FIGURE 2.

Differential functional activation of T cells by anti-CD3 mAbs. A, flow cytometry analysis with MFI binding quantitation of 2C11-FITC and 17A2-FITC at varying concentrations to DP (αβ TCR⁺) and B9 (γδ TCR⁺) cell lines. B, phosphorylation states of ERK or MAPK after 2C11- or 17A2-coupled bead stimulation (blue = no stimulation; red = 17A2 stimulation; green = 2C11 stimulation). C and D, intracellular calcium dynamics upon interaction with 2C11- or 17A2-coupled beads. Circles represent cells stimulated by 2C11 beads and triangles represent cells stimulated by 17A2 beads (two independent measurements are shown for each with open and filled symbols). For calcium flux experiments, γδ and αβ T cells were purified from LNs of TCRβ^−/− and CL57BL/6 mice, respectively, as described.

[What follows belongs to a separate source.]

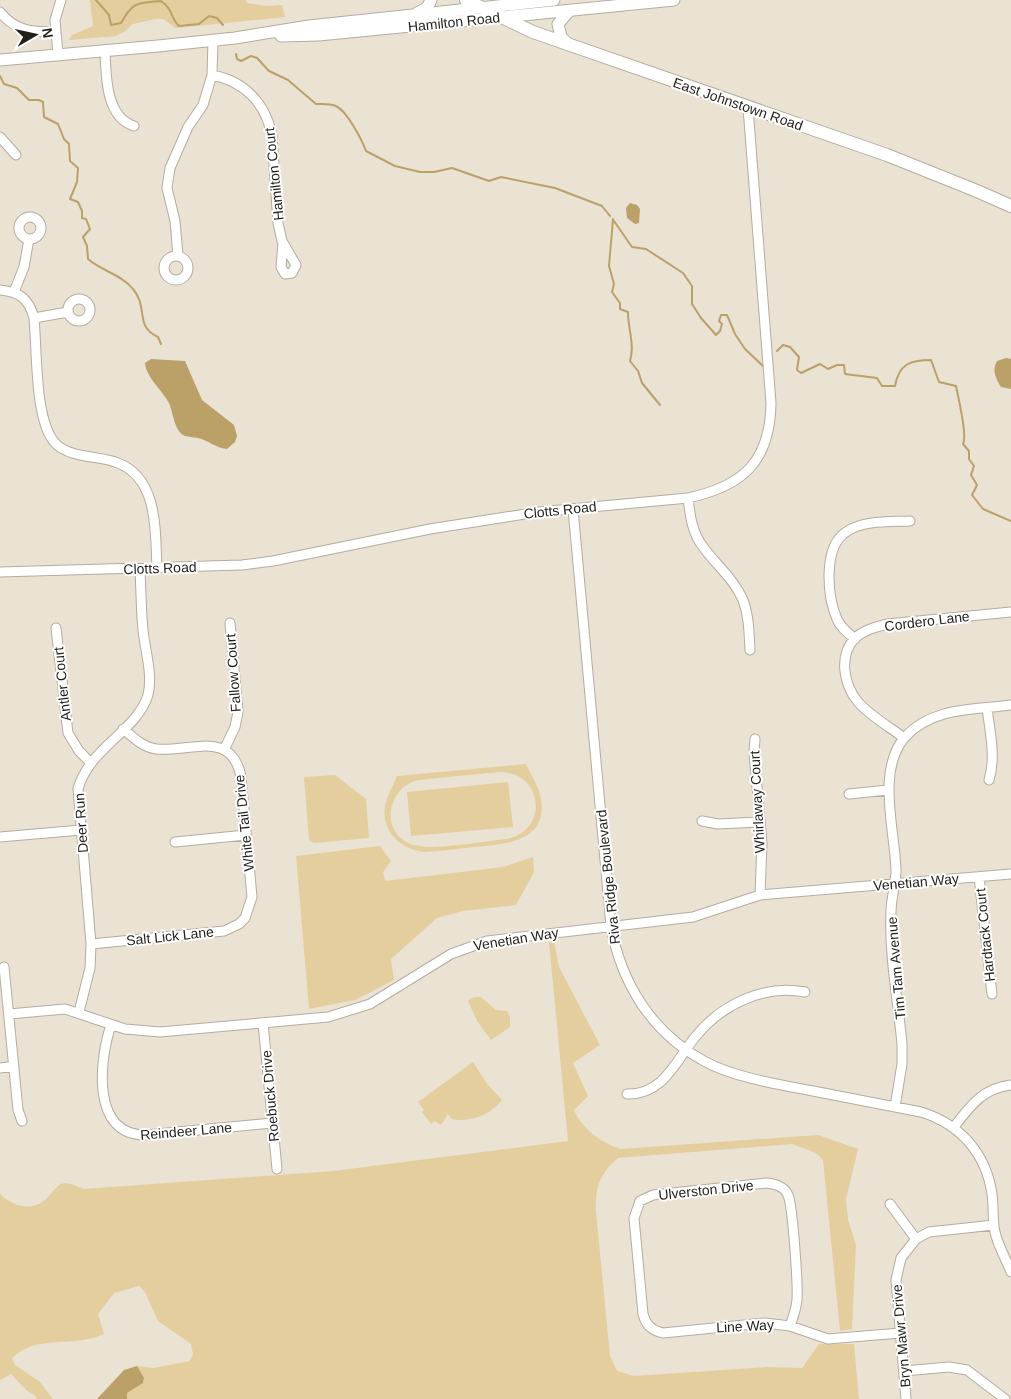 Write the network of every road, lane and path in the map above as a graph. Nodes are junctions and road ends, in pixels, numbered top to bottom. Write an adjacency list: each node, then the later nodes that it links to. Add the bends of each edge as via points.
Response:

Time 0 = time of bead addition to cells. E, microscopic images of calcium flux in individual cells using Fluo-4 and microscopy as described under “Experimental Procedures.” Fluo-4 responses were quantified by determining the average intensity of a region within each cell as a function of time using the Image J program (NIH). Results are representative of the 64 individual T cells analyzed. Two-tailed t test analysis was performed to compare MFI values from 64 T cells. The increase in intracellular free calcium levels induced by 2C11 beads was significantly different from those induced by 17A2 beads (i.e. p < 0.05 at 6 min).